*What you will do*. Show every line in the entries below where the word "roads" appears.

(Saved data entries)
○ ○ ○

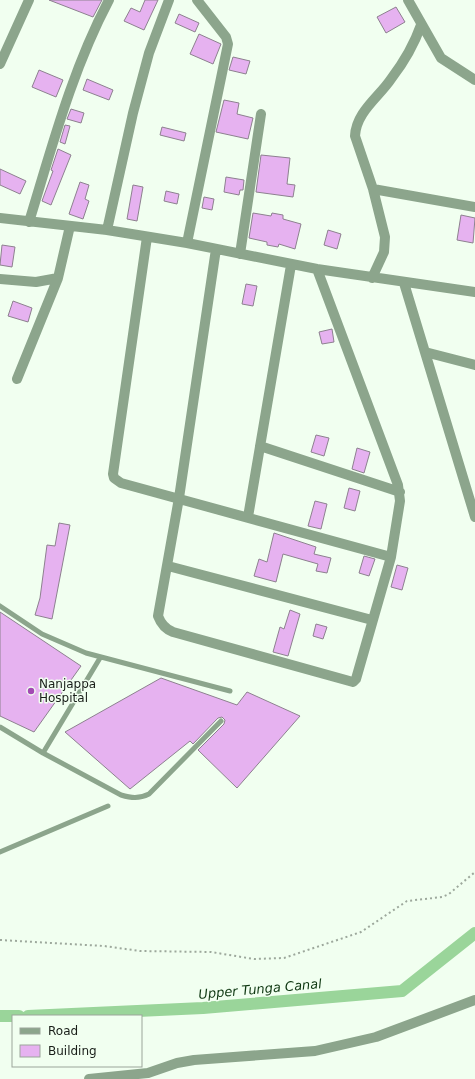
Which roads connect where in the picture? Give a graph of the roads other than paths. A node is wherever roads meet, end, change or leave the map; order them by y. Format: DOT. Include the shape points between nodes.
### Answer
graph roads {
  1 [pos="29,0"];
  2 [pos="109,0"];
  3 [pos="169,0"];
  4 [pos="197,0"];
  5 [pos="408,0"];
  6 [pos="421,25"];
  7 [pos="0,64"];
  8 [pos="475,80"];
  9 [pos="261,114"];
  10 [pos="373,188"];
  11 [pos="475,207"];
  12 [pos="0,218"];
  13 [pos="29,222"];
  14 [pos="70,226"];
  15 [pos="107,230"];
  16 [pos="147,237"];
  17 [pos="187,243"];
  18 [pos="216,249"];
  19 [pos="240,254"];
  20 [pos="291,265"];
  21 [pos="317,269"];
  22 [pos="58,278"];
  23 [pos="372,278"];
  24 [pos="0,279"];
  25 [pos="404,283"];
  26 [pos="475,292"];
  27 [pos="425,352"];
  28 [pos="475,365"];
  29 [pos="17,379"];
  30 [pos="260,446"];
  31 [pos="400,492"];
  32 [pos="179,498"];
  33 [pos="248,517"];
  34 [pos="475,517"];
  35 [pos="391,557"];
  36 [pos="168,566"];
  37 [pos="0,606"];
  38 [pos="372,620"];
  39 [pos="100,658"];
  40 [pos="230,691"];
  41 [pos="221,721"];
  42 [pos="0,727"];
  43 [pos="43,754"];
  44 [pos="108,806"];
  45 [pos="0,852"];
  46 [pos="475,1000"];
  47 [pos="88,1079"];
  1 -- 7 [label="street"];
  2 -- 13 [label="street" via="65,102"];
  3 -- 15 [label="street" via="149,52"];
  4 -- 17 [label="street" via="226,37 228,44"];
  5 -- 6 [label="street"];
  6 -- 8 [label="street" via="441,58"];
  6 -- 10 [label="street" via="411,51 365,110 355,130"];
  9 -- 19 [label="street"];
  10 -- 11 [label="street"];
  10 -- 23 [label="street" via="385,242 384,252"];
  12 -- 13 [label="street"];
  13 -- 14 [label="street"];
  14 -- 15 [label="street"];
  14 -- 22 [label="street"];
  15 -- 16 [label="street"];
  16 -- 17 [label="street"];
  16 -- 32 [label="street" via="113,474 121,483"];
  17 -- 18 [label="street"];
  18 -- 19 [label="street"];
  18 -- 32 [label="street"];
  19 -- 20 [label="street"];
  20 -- 21 [label="street"];
  20 -- 30 [label="street"];
  21 -- 23 [label="street"];
  21 -- 31 [label="street"];
  22 -- 24 [label="street" via="36,282"];
  22 -- 29 [label="street"];
  23 -- 25 [label="street"];
  25 -- 26 [label="street"];
  25 -- 27 [label="street"];
  27 -- 28 [label="street"];
  27 -- 34 [label="street"];
  30 -- 31 [label="street"];
  30 -- 33 [label="street"];
  31 -- 35 [label="street"];
  32 -- 33 [label="street"];
  32 -- 36 [label="street"];
  33 -- 35 [label="street"];
  35 -- 38 [label="street"];
  36 -- 38 [label="street"];
  36 -- 38 [label="street" via="158,616 168,630 351,682 356,679"];
  37 -- 39 [label="lane" via="54,640"];
  39 -- 40 [label="lane"];
  39 -- 43 [label="lane"];
  41 -- 43 [label="lane" via="149,794 143,797 135,798 121,794"];
  42 -- 43 [label="lane"];
  44 -- 45 [label="lane"];
  46 -- 47 [label="street" via="376,1037 315,1051 194,1060 148,1073"];
}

○ ○ ○

*Response area*.
Which roads connect where in the picture? Give a graph of the roads other than paths. A node is wherever roads meet, end, change or leave the map; order them by y. Format: DOT. Include the shape points between nodes.
graph roads {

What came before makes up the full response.